**Work required**. For each line below, print it again exactly as shown.

**Task inputs**.
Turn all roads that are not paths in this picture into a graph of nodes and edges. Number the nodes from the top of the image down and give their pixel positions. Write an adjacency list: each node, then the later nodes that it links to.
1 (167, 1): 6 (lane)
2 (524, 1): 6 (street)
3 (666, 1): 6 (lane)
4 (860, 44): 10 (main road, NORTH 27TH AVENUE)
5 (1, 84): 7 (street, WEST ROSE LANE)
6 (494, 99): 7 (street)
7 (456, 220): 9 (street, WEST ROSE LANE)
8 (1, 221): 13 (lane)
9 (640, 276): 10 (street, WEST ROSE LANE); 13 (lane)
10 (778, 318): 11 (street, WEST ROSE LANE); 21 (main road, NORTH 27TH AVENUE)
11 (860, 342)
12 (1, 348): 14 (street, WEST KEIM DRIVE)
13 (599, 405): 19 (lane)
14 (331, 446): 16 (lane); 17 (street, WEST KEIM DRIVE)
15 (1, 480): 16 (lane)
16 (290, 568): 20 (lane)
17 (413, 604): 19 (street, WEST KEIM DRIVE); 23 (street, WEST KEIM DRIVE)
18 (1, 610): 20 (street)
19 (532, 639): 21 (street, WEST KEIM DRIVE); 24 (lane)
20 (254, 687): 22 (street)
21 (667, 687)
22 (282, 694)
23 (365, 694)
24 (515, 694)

**Reply to the task**.
Turn all roads that are not paths in this picture into a graph of nodes and edges. Number the nodes from the top of the image down and give their pixel positions. Write an adjacency list: each node, then the later nodes that it links to.
1 (167, 1): 6 (lane)
2 (524, 1): 6 (street)
3 (666, 1): 6 (lane)
4 (860, 44): 10 (main road, NORTH 27TH AVENUE)
5 (1, 84): 7 (street, WEST ROSE LANE)
6 (494, 99): 7 (street)
7 (456, 220): 9 (street, WEST ROSE LANE)
8 (1, 221): 13 (lane)
9 (640, 276): 10 (street, WEST ROSE LANE); 13 (lane)
10 (778, 318): 11 (street, WEST ROSE LANE); 21 (main road, NORTH 27TH AVENUE)
11 (860, 342)
12 (1, 348): 14 (street, WEST KEIM DRIVE)
13 (599, 405): 19 (lane)
14 (331, 446): 16 (lane); 17 (street, WEST KEIM DRIVE)
15 (1, 480): 16 (lane)
16 (290, 568): 20 (lane)
17 (413, 604): 19 (street, WEST KEIM DRIVE); 23 (street, WEST KEIM DRIVE)
18 (1, 610): 20 (street)
19 (532, 639): 21 (street, WEST KEIM DRIVE); 24 (lane)
20 (254, 687): 22 (street)
21 (667, 687)
22 (282, 694)
23 (365, 694)
24 (515, 694)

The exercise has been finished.